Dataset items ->
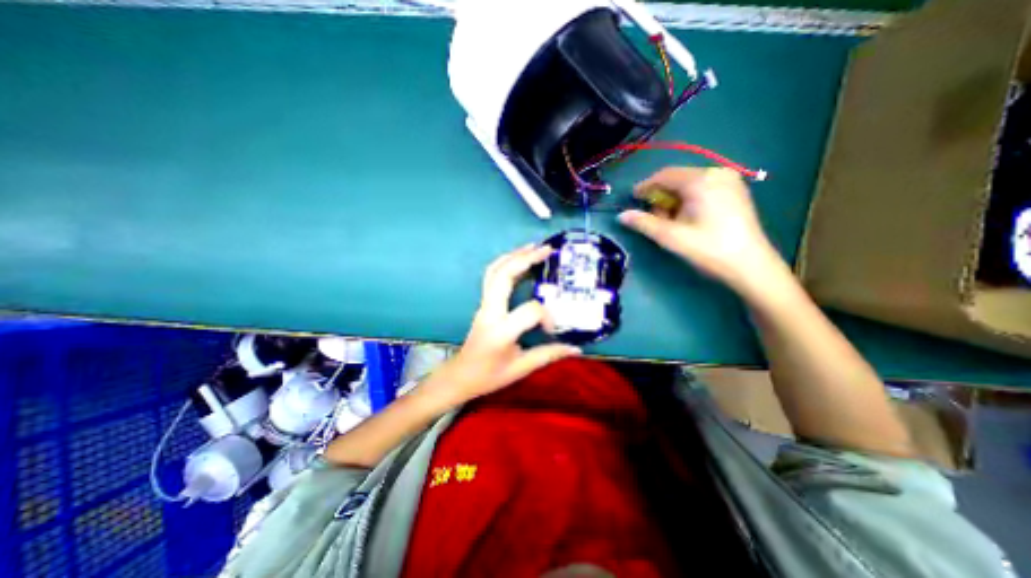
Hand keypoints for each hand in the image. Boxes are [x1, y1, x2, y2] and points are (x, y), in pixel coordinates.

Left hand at [417, 243, 577, 404]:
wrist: (460, 375)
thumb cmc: (489, 376)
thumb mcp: (521, 368)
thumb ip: (548, 355)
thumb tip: (576, 348)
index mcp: (501, 331)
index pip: (529, 311)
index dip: (546, 316)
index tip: (552, 329)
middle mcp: (489, 312)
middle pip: (503, 277)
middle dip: (525, 259)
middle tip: (547, 249)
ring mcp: (483, 305)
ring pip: (494, 272)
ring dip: (514, 256)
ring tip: (534, 247)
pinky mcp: (483, 303)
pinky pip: (492, 277)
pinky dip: (506, 263)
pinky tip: (519, 259)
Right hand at [615, 168, 786, 292]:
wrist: (750, 265)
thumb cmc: (708, 249)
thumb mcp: (670, 237)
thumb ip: (643, 223)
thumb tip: (621, 216)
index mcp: (701, 180)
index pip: (664, 175)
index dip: (645, 186)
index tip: (633, 199)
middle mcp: (717, 173)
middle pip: (678, 179)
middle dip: (662, 196)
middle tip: (655, 218)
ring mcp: (730, 180)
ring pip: (690, 184)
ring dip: (675, 200)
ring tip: (672, 222)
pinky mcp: (736, 191)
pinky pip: (703, 188)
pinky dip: (689, 200)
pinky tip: (689, 218)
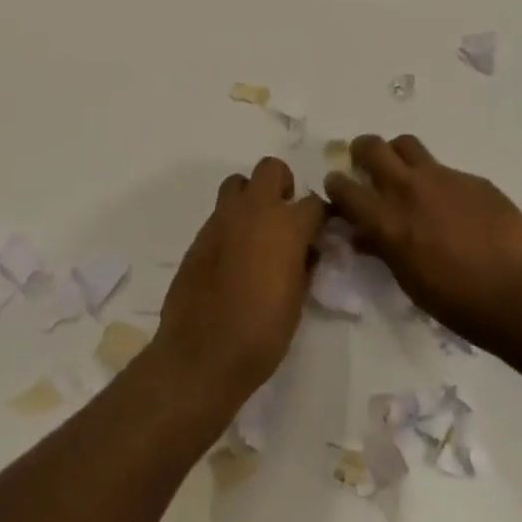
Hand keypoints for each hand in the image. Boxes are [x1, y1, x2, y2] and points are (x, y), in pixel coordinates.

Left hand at [152, 157, 324, 402]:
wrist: (202, 353)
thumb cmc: (262, 332)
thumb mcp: (297, 300)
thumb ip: (305, 264)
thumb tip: (307, 250)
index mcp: (286, 225)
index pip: (315, 203)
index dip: (321, 216)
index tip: (322, 232)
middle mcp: (253, 211)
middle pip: (272, 169)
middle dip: (283, 186)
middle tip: (286, 218)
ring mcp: (221, 220)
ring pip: (238, 183)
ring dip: (251, 197)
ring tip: (256, 230)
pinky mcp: (199, 236)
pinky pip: (220, 214)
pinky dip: (231, 224)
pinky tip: (234, 256)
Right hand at [326, 134, 521, 347]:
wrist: (521, 294)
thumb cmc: (458, 302)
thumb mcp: (408, 279)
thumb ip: (383, 248)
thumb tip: (365, 235)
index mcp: (386, 220)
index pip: (342, 187)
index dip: (336, 185)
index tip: (339, 190)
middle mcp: (409, 189)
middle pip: (371, 146)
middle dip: (361, 152)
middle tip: (366, 167)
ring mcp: (443, 178)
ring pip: (406, 144)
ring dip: (398, 155)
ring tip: (406, 175)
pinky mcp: (473, 179)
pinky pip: (445, 169)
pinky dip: (438, 182)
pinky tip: (455, 207)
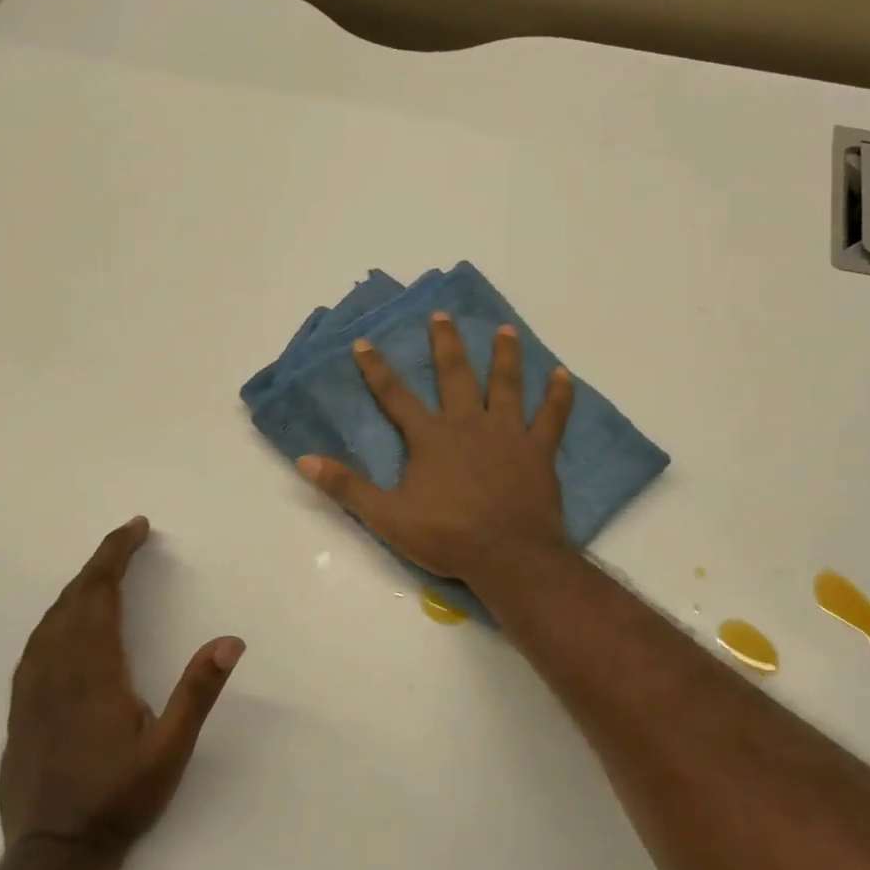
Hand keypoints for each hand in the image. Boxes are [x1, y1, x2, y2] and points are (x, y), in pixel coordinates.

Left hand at [0, 518, 243, 852]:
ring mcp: (32, 690)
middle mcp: (56, 670)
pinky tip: (65, 622)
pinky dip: (57, 616)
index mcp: (93, 671)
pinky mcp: (21, 709)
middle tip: (127, 539)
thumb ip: (198, 692)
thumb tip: (230, 640)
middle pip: (73, 599)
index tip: (136, 528)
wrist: (52, 855)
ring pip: (50, 620)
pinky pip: (37, 643)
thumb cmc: (118, 798)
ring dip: (77, 587)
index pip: (100, 595)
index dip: (115, 556)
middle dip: (100, 562)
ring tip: (102, 572)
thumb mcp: (171, 749)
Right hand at [297, 312, 575, 584]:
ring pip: (506, 384)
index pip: (396, 397)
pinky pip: (552, 416)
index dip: (377, 369)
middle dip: (445, 344)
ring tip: (505, 330)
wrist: (507, 554)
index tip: (364, 342)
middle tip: (442, 315)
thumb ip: (347, 487)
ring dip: (504, 355)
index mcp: (431, 437)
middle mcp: (468, 424)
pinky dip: (560, 395)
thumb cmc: (446, 536)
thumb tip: (305, 460)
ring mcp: (507, 433)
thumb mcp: (387, 516)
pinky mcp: (538, 449)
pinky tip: (564, 375)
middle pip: (455, 375)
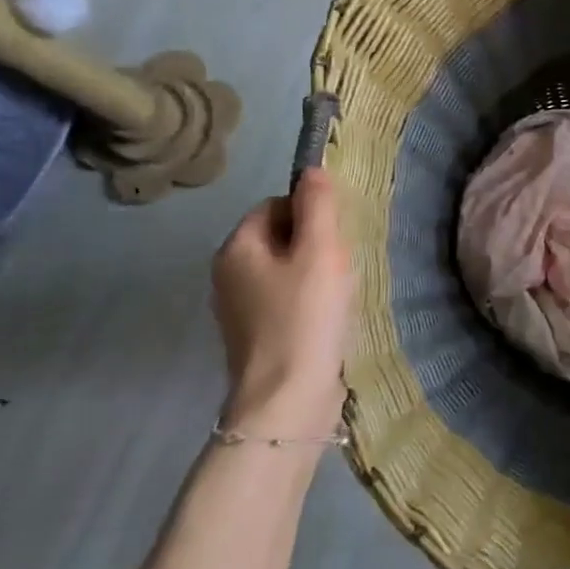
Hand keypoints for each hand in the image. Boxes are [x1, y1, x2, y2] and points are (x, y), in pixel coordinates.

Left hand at [211, 171, 353, 437]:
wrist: (287, 400)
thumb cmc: (305, 317)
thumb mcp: (320, 251)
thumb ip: (318, 205)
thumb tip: (311, 169)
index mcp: (236, 248)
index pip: (274, 205)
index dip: (310, 213)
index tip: (337, 236)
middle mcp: (227, 274)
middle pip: (279, 238)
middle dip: (314, 245)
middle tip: (342, 265)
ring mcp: (238, 310)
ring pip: (284, 271)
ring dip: (314, 275)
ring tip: (339, 294)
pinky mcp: (255, 338)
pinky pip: (284, 302)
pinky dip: (307, 303)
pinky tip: (328, 319)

YOUR TASK -> Copy out the lines above unchanged. Skip the images.

RESULT OF THIS EXERCISE ->
Hand keypoints for each hand in the image. Boxes are [x1, y1, x2, y2] and points are (x, y), in pixel coordinates.

Left hand at [417, 243, 577, 404]:
wrist: (460, 375)
thumb cmc: (489, 376)
thumb mcp: (521, 368)
thumb ip: (548, 355)
thumb tip: (576, 348)
index mcp: (501, 331)
index pip: (529, 311)
index dip: (546, 316)
index tip: (552, 329)
middle mcp: (489, 312)
middle pip: (503, 277)
middle dip: (525, 259)
middle tip: (547, 249)
ring mcp: (483, 305)
ring pip: (494, 272)
ring dip: (514, 256)
ring tip: (534, 247)
pinky mcp: (483, 303)
pinky pip: (492, 277)
pinky dip: (506, 263)
pinky tip: (519, 259)
Right hand at [615, 168, 786, 292]:
wrist: (750, 265)
thumb cmc: (708, 249)
thumb mcp: (670, 237)
thumb ip: (643, 223)
thumb tip: (621, 216)
index mcp: (701, 180)
index pip: (664, 175)
index dip: (645, 186)
index tip: (633, 199)
middle mcp: (717, 173)
middle pip: (678, 179)
middle dip: (662, 196)
middle tip: (655, 218)
ring mcp: (730, 180)
ring pip: (690, 184)
ring dip: (675, 200)
ring tip: (672, 222)
pinky mcp: (736, 191)
pinky pip: (703, 188)
pinky dip: (689, 200)
pinky tip: (689, 218)
Hand keypoints for each hand in the image. Boxes are [x1, y1, x2, y2] and points are (x, y), in pixel coordinates.

Left hand at [152, 157, 324, 402]:
wrist: (202, 353)
thumb cmc: (262, 332)
thumb mcp: (297, 300)
thumb ip: (305, 264)
thumb tip: (307, 250)
index mcp: (286, 225)
index pip: (315, 203)
index dip: (321, 216)
index tip: (322, 232)
middle mcp: (253, 211)
middle pip: (272, 169)
middle dip: (283, 186)
middle tip: (286, 218)
ring mcp: (221, 220)
ring pip: (238, 183)
ring dip: (251, 197)
ring tip: (256, 230)
pinky mcp: (199, 236)
pinky pip: (220, 214)
pinky dip: (231, 224)
pinky tip: (234, 256)
Right hand at [326, 134, 521, 347]:
wrist: (521, 294)
thumb cmc: (458, 302)
thumb mcp: (408, 279)
thumb ip: (383, 248)
thumb tip: (365, 235)
index mcp: (386, 220)
index pip: (342, 187)
index dip: (336, 185)
index tip: (339, 190)
middle mcp: (409, 189)
middle pip: (371, 146)
middle dip: (361, 152)
middle tip: (366, 167)
ring mcp: (443, 178)
ring pip: (406, 144)
ring dip: (398, 155)
ring tip: (406, 175)
pinky mcp: (473, 179)
pinky pip: (445, 169)
pinky dip: (438, 182)
pinky tip: (455, 207)
Hand keypoints for each hand in the image. Boxes are [x1, y1, x2, y2] and points are (x, y), in pixel coordinates.

Left hand at [0, 518, 243, 852]:
ring mcp: (32, 690)
middle mcp: (56, 670)
pinky tip: (65, 622)
pinky dip: (57, 616)
index mcp: (93, 671)
pinky mcp: (21, 709)
middle tip: (127, 539)
thumb ip: (198, 692)
thumb tip: (230, 640)
middle pip: (73, 599)
index tip: (136, 528)
wrist: (52, 855)
ring pip: (50, 620)
pinky pip: (37, 643)
thumb cmc: (118, 798)
ring dip: (77, 587)
index pip: (100, 595)
index dip: (115, 556)
middle dip: (100, 562)
ring tip: (102, 572)
thumb mcp: (171, 749)
Right hand at [297, 312, 575, 584]:
ring pip: (506, 384)
index pip: (396, 397)
pinky pip: (552, 416)
index dip: (377, 369)
middle dip: (445, 344)
ring tip: (505, 330)
wrist: (507, 554)
index tip: (364, 342)
middle tip: (442, 315)
thumb ip: (347, 487)
ring dip: (504, 355)
index mcp: (431, 437)
middle mcp: (468, 424)
pinky dip: (560, 395)
thumb cmc: (446, 536)
thumb tip: (305, 460)
ring mcp: (507, 433)
thumb mcp: (387, 516)
pinky mcp: (538, 449)
pinky tip: (564, 375)
middle pip: (455, 375)
Hand keypoints for each hand in the image. Boxes are [x1, y1, x2, y2] and points are (x, y), in pixel coordinates.

Left hand at [211, 171, 353, 437]:
wrist: (287, 400)
thumb cmc: (305, 317)
thumb mcp: (320, 251)
thumb ip: (318, 205)
thumb tip: (311, 169)
index mcp: (236, 248)
index pip: (274, 205)
index dip: (310, 213)
index tip: (337, 236)
middle mcp: (227, 274)
middle pip: (279, 238)
middle dip: (314, 245)
middle tip: (342, 265)
ring mcp: (238, 310)
ring pip: (284, 271)
ring dip: (314, 275)
ring tip: (339, 294)
pinky mcp: (255, 338)
pinky pip: (284, 302)
pinky dip: (307, 303)
pinky tip: (328, 319)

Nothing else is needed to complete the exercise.